(INFORMATION)
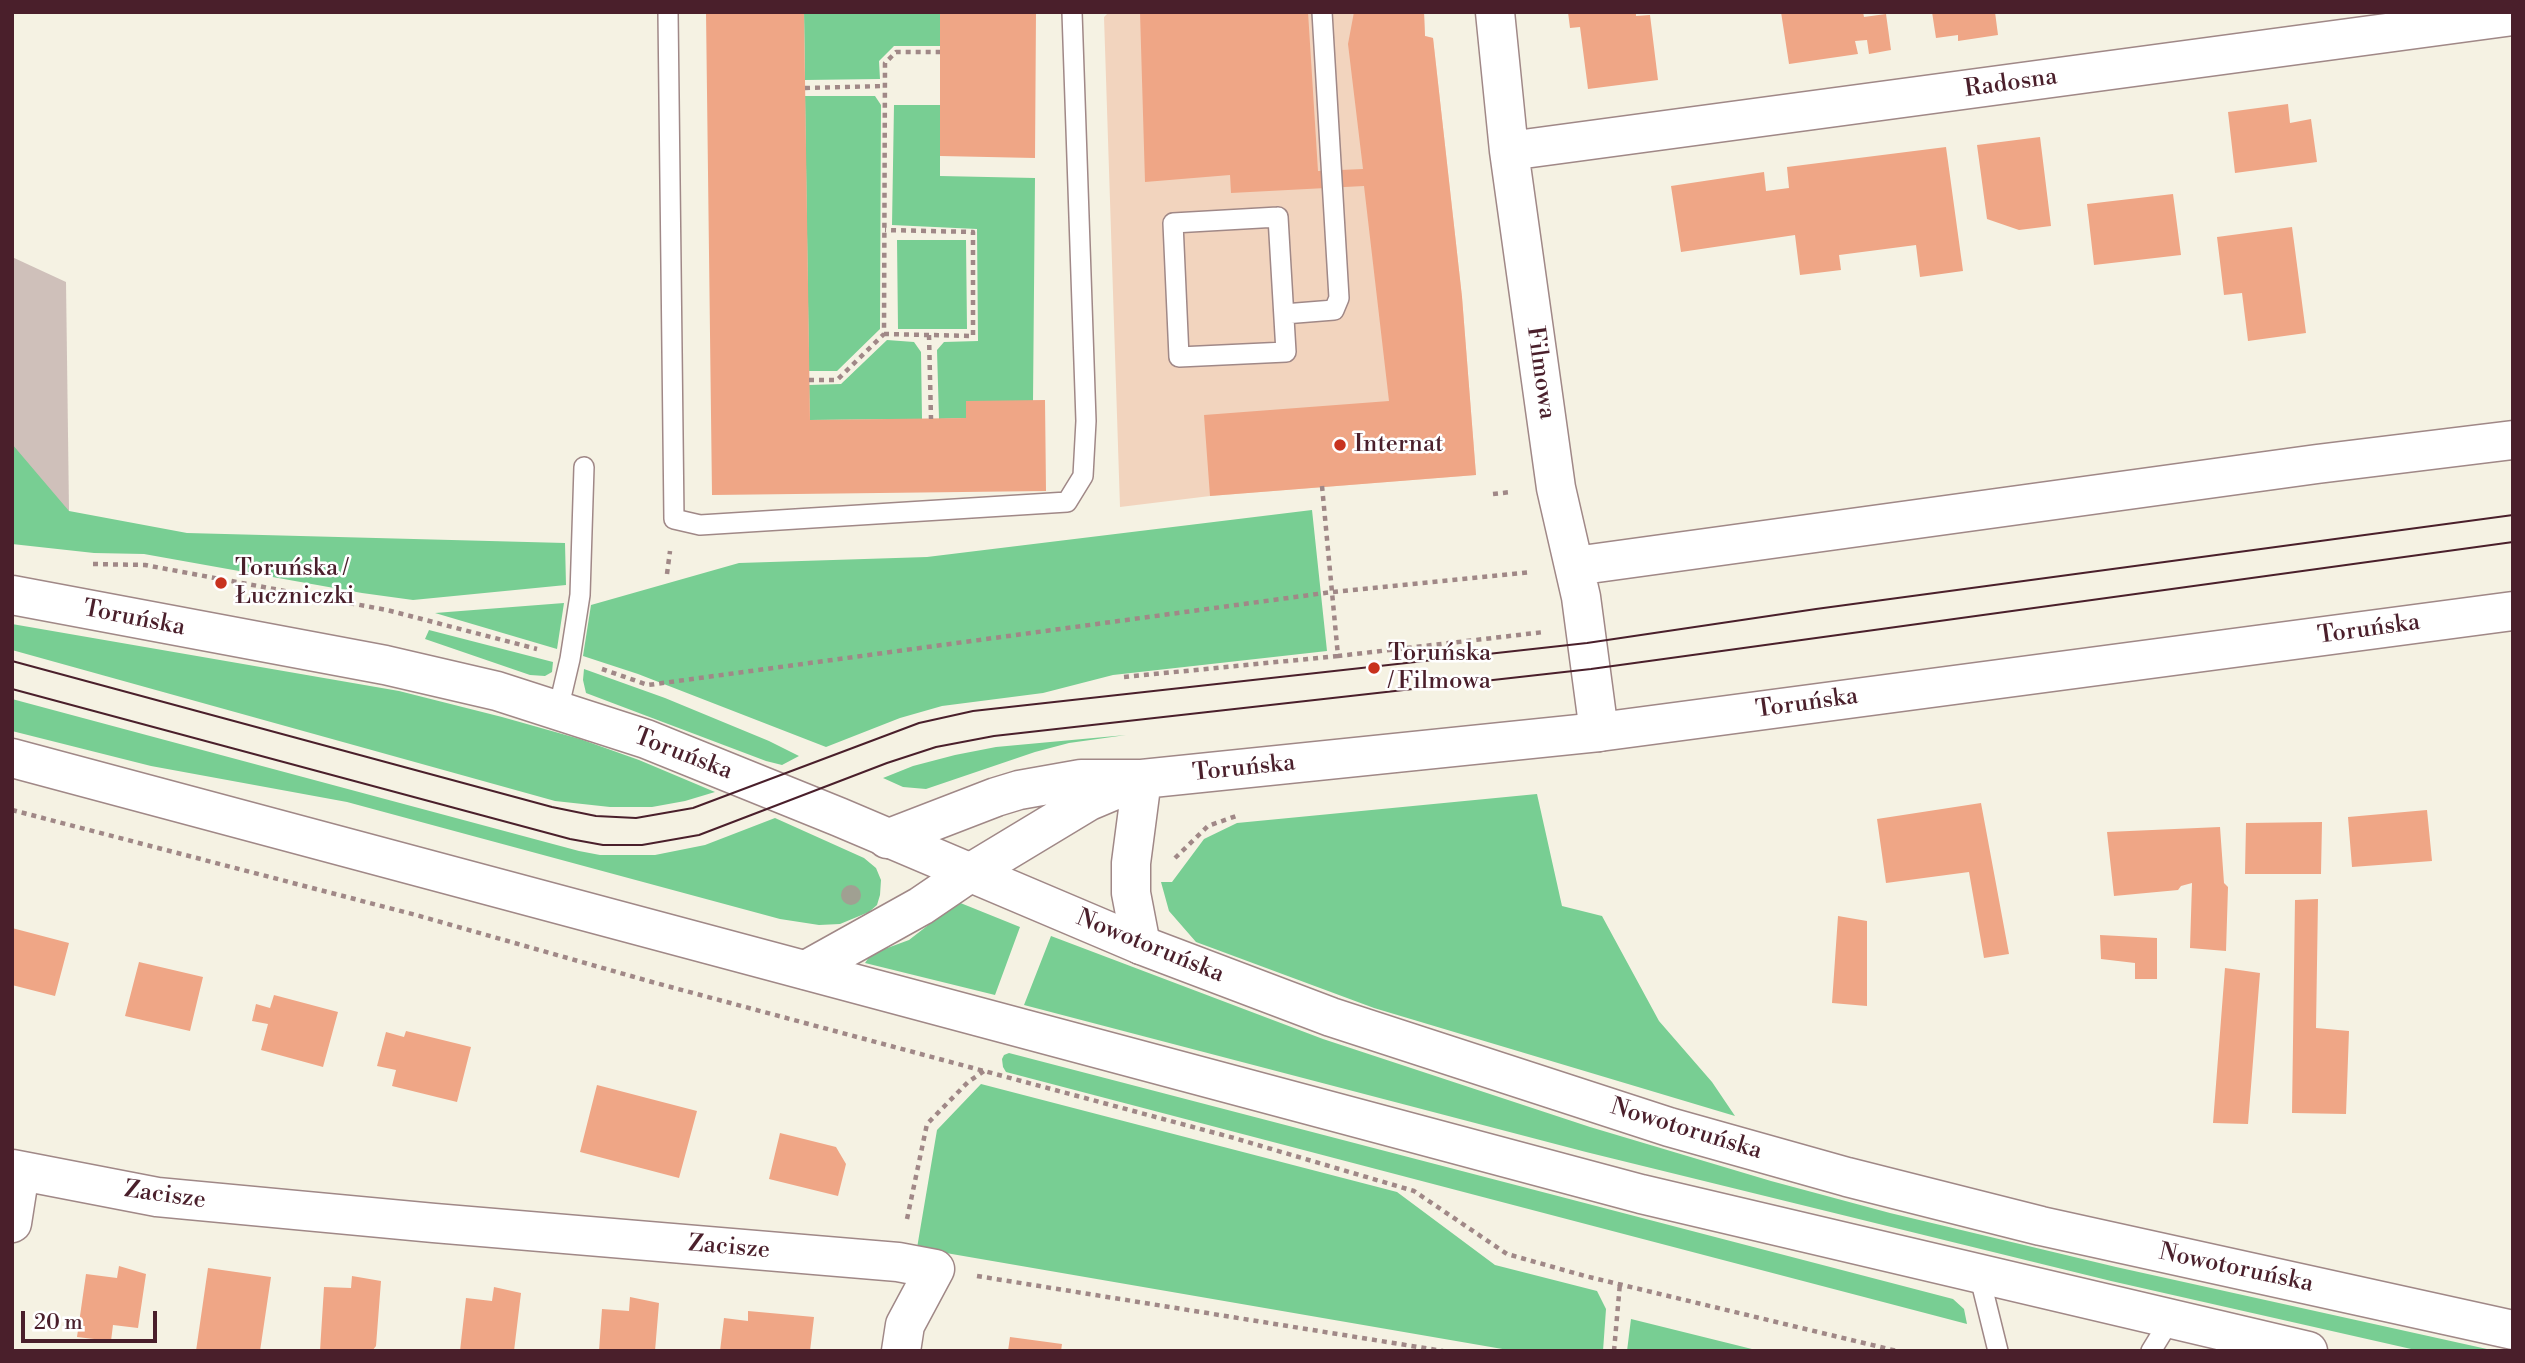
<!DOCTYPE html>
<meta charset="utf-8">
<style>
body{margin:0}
#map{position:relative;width:2525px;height:1363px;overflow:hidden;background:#f5f2e3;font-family:"Libre Bodoni",serif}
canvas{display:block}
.frame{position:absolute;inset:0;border:14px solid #4a1f2b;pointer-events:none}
.scale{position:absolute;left:21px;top:1311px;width:136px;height:32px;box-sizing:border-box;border:4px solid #4a1f2b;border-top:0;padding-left:9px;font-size:21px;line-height:24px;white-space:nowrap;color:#4a1f2b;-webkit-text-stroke:5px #fff;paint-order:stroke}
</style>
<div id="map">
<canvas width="2525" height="1363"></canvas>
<div class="frame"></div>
<div class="scale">20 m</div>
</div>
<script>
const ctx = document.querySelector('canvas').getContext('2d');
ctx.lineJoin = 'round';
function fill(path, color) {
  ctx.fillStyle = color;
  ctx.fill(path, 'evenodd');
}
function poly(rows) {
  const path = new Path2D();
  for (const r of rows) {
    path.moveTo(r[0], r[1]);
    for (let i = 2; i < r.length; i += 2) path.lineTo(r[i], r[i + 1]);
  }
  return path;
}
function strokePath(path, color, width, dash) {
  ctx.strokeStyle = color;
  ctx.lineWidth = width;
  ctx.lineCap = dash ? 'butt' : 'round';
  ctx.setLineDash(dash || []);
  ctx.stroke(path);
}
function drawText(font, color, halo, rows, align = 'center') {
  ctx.font = font + ' "Libre Bodoni",serif';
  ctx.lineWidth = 5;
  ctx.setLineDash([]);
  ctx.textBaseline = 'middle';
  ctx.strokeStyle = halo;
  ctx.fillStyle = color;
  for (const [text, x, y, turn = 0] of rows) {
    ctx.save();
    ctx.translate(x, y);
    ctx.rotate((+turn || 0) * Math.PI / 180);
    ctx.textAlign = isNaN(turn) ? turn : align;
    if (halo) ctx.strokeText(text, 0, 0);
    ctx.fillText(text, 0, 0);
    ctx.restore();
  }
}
fill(poly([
 [1109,12,1424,12,1425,36,1433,38,1462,297,1476,475,1210,496,1120,507,1104,17]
]), '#f2d4be');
fill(poly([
 [12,257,66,282,69,511,12,501]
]), '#cfc0ba');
fill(poly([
 [804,12,940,12,940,46,894,46,879,61,880,79,805,80],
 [805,96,875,96,881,105,880,329,837,371,809,371],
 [894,105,940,105,940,176,1035,178,1033,401,966,401,966,418,939,419,937,350,944,342,978,341,977,229,892,225],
 [897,240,966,240,967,329,898,329],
 [887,340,914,342,921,352,922,419,810,420,809,385,841,384],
 [12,444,69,511,187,533,565,543,566,585,413,600,362,593,144,554,94,553,12,544],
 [1312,510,1327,651,1113,675,1043,693,942,706,900,718,826,747,638,674,583,656,591,605,739,563,927,557],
 [564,603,557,649,435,613],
 [12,624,399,691,502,717,580,739,639,760,715,792,685,801,652,807,610,807,555,801,12,650],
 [429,630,553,662,552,672,545,676,530,675,425,639],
 [584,669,665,698,769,741,799,756,782,765,766,761,586,693,583,680],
 [12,699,579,851,600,855,655,855,705,845,775,818,864,858,876,868,881,880,880,895,877,905,869,912,840,924,819,925,780,919,347,802,151,766,12,731],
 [1126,735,1069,743,1035,752,926,789,903,787,883,778,913,766,955,755,996,747],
 [1537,794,1562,906,1602,916,1659,1021,1712,1082,1735,1116,1374,1008,1196,942,1169,911,1161,882,1172,882,1204,839,1237,823],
 [958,902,1020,927,995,995,865,963,871,954,909,940],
 [1051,936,1323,1039,1590,1127,1771,1181,1890,1213,2116,1267,2496,1351,2420,1351,2111,1281,1586,1152,1024,1005],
 [1009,1053,1953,1299,1964,1309,1967,1324,1006,1072,1003,1067,1002,1059,1004,1055],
 [981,1084,1397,1192,1495,1265,1597,1291,1606,1309,1603,1351,1514,1351,917,1248,937,1130],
 [1631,1319,1760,1351,1627,1351]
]), '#78ce93');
fill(poly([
 [706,12,804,12,810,420,966,418,966,401,1045,400,1046,491,712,495],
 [940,12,1036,12,1035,158,940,156],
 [1140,12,1308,12,1318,171,1363,169,1348,44,1354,12,1424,12,1425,36,1433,38,1462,297,1476,475,1210,496,1204,415,1389,401,1364,186,1231,193,1230,175,1145,182],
 [1568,12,1636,12,1636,16,1650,15,1658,80,1588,89,1580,27,1570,28],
 [1781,12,1863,12,1864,17,1886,14,1891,50,1869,54,1867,40,1855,41,1858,54,1789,64],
 [1932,12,1995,12,1998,35,1958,41,1958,35,1936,38],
 [2288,104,2290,123,2311,119,2317,162,2235,173,2228,112],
 [2040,137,2051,226,2019,230,1987,219,1977,145],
 [1946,147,1963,271,1920,277,1916,245,1839,255,1841,270,1800,275,1795,235,1681,252,1671,186,1764,172,1766,191,1789,188,1787,167],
 [2173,194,2181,255,2094,265,2087,204],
 [2292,227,2306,333,2248,341,2242,293,2224,295,2217,237],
 [1981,803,2009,954,1984,958,1969,872,1886,883,1877,819],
 [2427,810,2432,861,2352,867,2348,817],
 [2322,822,2321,874,2245,874,2246,823],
 [2220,827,2224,883,2228,887,2226,951,2190,948,2192,883,2181,886,2178,890,2114,896,2107,832],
 [2318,899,2316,1028,2349,1031,2346,1114,2292,1113,2295,900],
 [1838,916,1867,921,1867,1006,1832,1003],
 [12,928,69,943,55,996,12,985],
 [2100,935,2157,938,2157,979,2135,979,2135,963,2101,959],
 [139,962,203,977,190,1031,125,1016],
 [2225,968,2260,973,2248,1124,2213,1123],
 [274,995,338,1012,323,1067,261,1050,268,1024,252,1021,256,1004,270,1008],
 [406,1031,471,1047,457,1102,392,1086,396,1070,377,1066,386,1032,404,1037],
 [597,1085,697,1111,679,1178,580,1152],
 [780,1133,836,1147,846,1164,838,1196,769,1179],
 [119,1266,146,1274,138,1328,113,1325,111,1341,77,1337,86,1274,117,1278],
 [208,1268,271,1277,260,1351,196,1351],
 [352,1276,381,1281,376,1346,372,1351,320,1351,324,1287,351,1288],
 [494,1287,521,1293,514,1351,460,1351,466,1298,492,1301],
 [630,1297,659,1303,655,1351,599,1351,602,1309,629,1311],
 [748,1311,814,1317,810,1351,720,1351,724,1318,748,1321],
 [1010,1337,1062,1344,1061,1351,1008,1351]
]), '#efa686');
const service = poly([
 [668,12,674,519,700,525,1067,502,1083,476,1086,421,1072,12],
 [1278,217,1286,352,1179,357,1173,223,1278,217],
 [1284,314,1334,310,1339,298,1322,12],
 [558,710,570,659,580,595,584,467],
 [1979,1274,1998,1351],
 [2151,1351,2170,1320]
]);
const minor = poly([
 [1495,12,1509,151,1556,488,1581,597,1599,732],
 [1509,151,2513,16],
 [1575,566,2317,464,2513,440],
 [12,1169,157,1197,434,1223,898,1262,935,1269,905,1325,901,1351],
 [12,1223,20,1172]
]);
const tertiary = poly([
 [887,839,996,797,1019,790,1081,779,1142,779,1599,732,2513,611],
 [1141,945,1131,893,1131,863,1142,779],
 [806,970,921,906,968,874,1089,801,1127,785]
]);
const secondary = poly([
 [12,595,385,665,497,691,646,739,839,817,1141,945,1331,1017,1669,1127,1847,1177,2041,1226,2513,1330],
 [12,758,1641,1194,2308,1351]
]);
strokePath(service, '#a08887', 22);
strokePath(minor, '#a08887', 41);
strokePath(tertiary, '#a08887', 41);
strokePath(secondary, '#a08887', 41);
strokePath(poly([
 [805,88,885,86],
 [884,334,973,336,973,232,885,230],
 [929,335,931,419],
 [809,380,837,380,884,334,885,63,896,52,940,52],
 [1322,486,1338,656,1544,632],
 [1493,494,1511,492],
 [93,564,145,565,387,610,537,649],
 [667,574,670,551],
 [602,669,648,685,1332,592,1532,572],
 [1124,677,1338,656],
 [12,810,416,915,652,982,1234,1138,1414,1191,1507,1254,1585,1276,1897,1351],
 [1175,858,1208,826,1239,815],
 [907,1219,927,1124,968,1082,984,1071],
 [977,1276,1443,1351],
 [1614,1351,1620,1283]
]), '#a08887', 4.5, [5, 5]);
strokePath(service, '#fff', 19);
strokePath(minor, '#fff', 38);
strokePath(tertiary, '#fff', 38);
strokePath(secondary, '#fff', 38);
strokePath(poly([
 [12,661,552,807,596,816,636,818,693,808,919,723,973,711,1587,643,1816,609,2513,515],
 [12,689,570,839,603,845,642,845,699,835,887,763,936,747,994,736,1591,669,2513,542]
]), '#4a1f2b', 2);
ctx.fillStyle = '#a0a092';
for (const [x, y] of [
 [851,895]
]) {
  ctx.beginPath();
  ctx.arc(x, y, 10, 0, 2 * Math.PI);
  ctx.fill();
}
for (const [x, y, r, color] of [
 [1340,445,7,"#c8321e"],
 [221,583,7,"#c8321e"],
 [1374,668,7,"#c8321e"]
]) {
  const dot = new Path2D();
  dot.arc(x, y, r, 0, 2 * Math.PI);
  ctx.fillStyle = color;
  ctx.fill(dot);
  strokePath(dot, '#fff', 2.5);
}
drawText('24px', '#4a1f2b', '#fff', [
 ["Radosna",2011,84,-8],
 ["Filmowa",1540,373,82],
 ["Toruńska",134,619,11],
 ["Toruńska",2369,630,-8],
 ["Toruńska",1807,704,-8],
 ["Toruńska",683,755,21],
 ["Toruńska",1244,769,-6],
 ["Nowotoruńska",1150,947,22],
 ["Nowotoruńska",1686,1130,17],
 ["Zacisze",165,1196,8],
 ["Zacisze",729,1248,5],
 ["Nowotoruńska",2236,1269,12]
]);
drawText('24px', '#4a1f2b', '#fff', [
 ["Internat",1354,445],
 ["Toruńska /",235,569],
 ["Łuczniczki",235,597],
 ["Toruńska",1388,654],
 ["/ Filmowa",1388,682]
], 'left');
</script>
(End INFORMATION)
The lines of the records that contain the string "align" should be located and copied.

SOLUTION FOR THIS EXERCISE:
function drawText(font, color, halo, rows, align = 'center') {
    ctx.textAlign = isNaN(turn) ? turn : align;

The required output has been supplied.